Bush and the house of cards

Bush and the house of cards

The chickens are coming home to roost for the Bush administration; as the situation in Iraq turns from bad to worse, the president's re-election chances are slipping away

By MICHAEL HARRIS -- For the Ottawa Sun

According to the latest Harris Poll (No. 66), the much-ballyhooed bounce for the president out of the recent Republican convention in New York has vanished. Ahead of Democratic rival John Kerry by 10 points as recently as June, President Bush now finds himself a point behind in the race for the White House.

The main reason for the tightening of the race is this stark statistic: 51% of respondents do not believe that President Bush deserves to be re-elected, though 45% still believe that he does.

Republican prospects are shrivelling in the long, cold shadow of Iraq. As the New York Times and the Wall Street Journal slug it out for their chosen candidate, the objective information on the Iraq war has gone from bad to worse for the administration.

 

Yesterday, the National Intelligence Council, in a document approved by the National Intelligence Board chaired by the acting director of the CIA, John E. McLaughlin, gave its first formal assessment of the war in Iraq since October 2002. It was an ugly picture. Best case, Iraq will remain "tenuous" in political, economic, and security terms for the foreseeable future.

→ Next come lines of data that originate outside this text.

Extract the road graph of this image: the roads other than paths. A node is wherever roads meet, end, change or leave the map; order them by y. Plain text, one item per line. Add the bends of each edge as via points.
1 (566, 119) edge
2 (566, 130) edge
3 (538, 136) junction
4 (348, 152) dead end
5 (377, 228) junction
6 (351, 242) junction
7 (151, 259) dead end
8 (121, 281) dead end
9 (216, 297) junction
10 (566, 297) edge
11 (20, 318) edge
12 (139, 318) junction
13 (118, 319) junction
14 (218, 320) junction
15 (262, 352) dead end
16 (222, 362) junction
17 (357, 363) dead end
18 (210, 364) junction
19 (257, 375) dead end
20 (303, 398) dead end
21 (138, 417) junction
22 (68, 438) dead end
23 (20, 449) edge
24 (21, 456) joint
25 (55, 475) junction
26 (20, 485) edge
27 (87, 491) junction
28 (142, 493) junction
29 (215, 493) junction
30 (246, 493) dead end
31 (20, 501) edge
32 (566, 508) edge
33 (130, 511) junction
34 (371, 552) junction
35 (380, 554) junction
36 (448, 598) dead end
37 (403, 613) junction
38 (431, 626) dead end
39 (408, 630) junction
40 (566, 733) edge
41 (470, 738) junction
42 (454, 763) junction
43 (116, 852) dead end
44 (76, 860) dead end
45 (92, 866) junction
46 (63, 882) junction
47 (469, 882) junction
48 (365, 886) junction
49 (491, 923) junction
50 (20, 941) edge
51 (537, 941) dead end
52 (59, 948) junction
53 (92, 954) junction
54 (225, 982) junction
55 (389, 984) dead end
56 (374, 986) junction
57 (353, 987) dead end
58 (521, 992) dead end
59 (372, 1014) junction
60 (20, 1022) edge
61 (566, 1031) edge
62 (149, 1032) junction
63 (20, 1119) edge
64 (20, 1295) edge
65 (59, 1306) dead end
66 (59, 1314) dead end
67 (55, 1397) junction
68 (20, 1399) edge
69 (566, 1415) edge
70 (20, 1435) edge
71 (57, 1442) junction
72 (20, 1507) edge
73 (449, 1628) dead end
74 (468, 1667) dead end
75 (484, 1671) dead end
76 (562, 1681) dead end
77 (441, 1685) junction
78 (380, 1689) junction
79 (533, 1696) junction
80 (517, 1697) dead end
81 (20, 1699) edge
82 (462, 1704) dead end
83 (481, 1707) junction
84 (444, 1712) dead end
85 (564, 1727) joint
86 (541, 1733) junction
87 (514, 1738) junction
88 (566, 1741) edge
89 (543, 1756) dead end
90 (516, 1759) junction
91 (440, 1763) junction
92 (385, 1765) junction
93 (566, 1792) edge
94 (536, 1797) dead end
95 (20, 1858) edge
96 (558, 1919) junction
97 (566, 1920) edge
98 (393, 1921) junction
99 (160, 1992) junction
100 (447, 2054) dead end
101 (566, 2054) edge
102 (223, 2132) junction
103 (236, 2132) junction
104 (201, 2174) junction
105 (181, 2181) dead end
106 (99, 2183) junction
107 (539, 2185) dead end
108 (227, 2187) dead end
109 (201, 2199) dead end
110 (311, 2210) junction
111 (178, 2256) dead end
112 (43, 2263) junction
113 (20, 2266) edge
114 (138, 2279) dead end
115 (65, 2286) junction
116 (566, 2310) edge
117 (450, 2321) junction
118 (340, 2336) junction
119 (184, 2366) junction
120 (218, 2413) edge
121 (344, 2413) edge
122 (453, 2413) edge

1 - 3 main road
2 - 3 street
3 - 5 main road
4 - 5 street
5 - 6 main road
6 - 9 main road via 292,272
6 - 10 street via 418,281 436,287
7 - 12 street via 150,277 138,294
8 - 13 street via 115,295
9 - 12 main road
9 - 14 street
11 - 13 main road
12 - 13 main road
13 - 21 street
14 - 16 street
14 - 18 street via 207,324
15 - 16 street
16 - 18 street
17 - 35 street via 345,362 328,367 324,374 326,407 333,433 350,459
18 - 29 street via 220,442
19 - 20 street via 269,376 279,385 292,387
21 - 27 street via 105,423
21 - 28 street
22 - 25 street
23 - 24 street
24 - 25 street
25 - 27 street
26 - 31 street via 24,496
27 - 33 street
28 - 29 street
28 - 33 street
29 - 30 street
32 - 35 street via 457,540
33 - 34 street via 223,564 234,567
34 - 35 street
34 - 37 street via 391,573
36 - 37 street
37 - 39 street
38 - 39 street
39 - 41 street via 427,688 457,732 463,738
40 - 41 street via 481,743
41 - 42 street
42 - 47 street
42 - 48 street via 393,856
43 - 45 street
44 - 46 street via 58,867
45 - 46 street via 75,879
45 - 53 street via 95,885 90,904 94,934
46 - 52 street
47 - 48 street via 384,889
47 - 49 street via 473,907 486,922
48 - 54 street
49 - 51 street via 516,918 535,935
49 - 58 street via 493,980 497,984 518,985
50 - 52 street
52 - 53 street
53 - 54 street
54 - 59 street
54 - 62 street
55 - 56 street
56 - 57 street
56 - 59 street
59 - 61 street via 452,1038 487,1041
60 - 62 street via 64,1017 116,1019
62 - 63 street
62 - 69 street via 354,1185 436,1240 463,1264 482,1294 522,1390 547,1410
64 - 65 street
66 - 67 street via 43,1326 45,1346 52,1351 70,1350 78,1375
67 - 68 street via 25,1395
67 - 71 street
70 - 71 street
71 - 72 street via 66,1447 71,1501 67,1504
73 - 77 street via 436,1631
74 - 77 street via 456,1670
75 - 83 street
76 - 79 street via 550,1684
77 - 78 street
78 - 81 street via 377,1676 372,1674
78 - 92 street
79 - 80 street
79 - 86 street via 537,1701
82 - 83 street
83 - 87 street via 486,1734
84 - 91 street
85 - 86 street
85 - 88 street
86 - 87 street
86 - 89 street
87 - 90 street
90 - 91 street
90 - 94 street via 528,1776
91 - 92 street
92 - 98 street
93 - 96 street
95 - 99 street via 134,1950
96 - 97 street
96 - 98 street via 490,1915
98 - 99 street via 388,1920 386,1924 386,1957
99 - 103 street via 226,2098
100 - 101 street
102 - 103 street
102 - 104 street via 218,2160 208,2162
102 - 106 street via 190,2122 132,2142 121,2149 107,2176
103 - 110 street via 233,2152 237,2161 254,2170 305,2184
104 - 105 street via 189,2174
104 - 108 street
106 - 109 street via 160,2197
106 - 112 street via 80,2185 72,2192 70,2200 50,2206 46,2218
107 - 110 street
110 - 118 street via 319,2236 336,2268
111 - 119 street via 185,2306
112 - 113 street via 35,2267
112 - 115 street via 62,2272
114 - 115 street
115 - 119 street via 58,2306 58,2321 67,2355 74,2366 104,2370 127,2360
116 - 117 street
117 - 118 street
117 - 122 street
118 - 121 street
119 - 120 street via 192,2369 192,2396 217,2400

Worst case, it will slide into a chaotic civil war in which the United States will become an active ally of one of the factions vying for power. In other words, the U.S. may have found its West Bank and Gaza.

The expert pessimism about the progress of the Iraq war stands in sharp contrast to rosy assessments from the White House. For months the president has been hawkishly optimistic about Iraq, despite the bloody evidence of nightly newscasts and more than 1,000 U.S. dead in a war that the secretary general of the UN told the BBC this week was "illegal."

The credibility gap between the president's version of events in Iraq and the documented evidence to the contrary is growing ever wider. One of the administration's stock defences of the Iraqi fiasco is that average Iraqis are "better off" now that they are rid of Saddam Hussein. But if the quality of their daily lives is used as the measure of that assertion, it is at the very least highly questionable.

Read the whole article and you will understand why Kerry's going to win.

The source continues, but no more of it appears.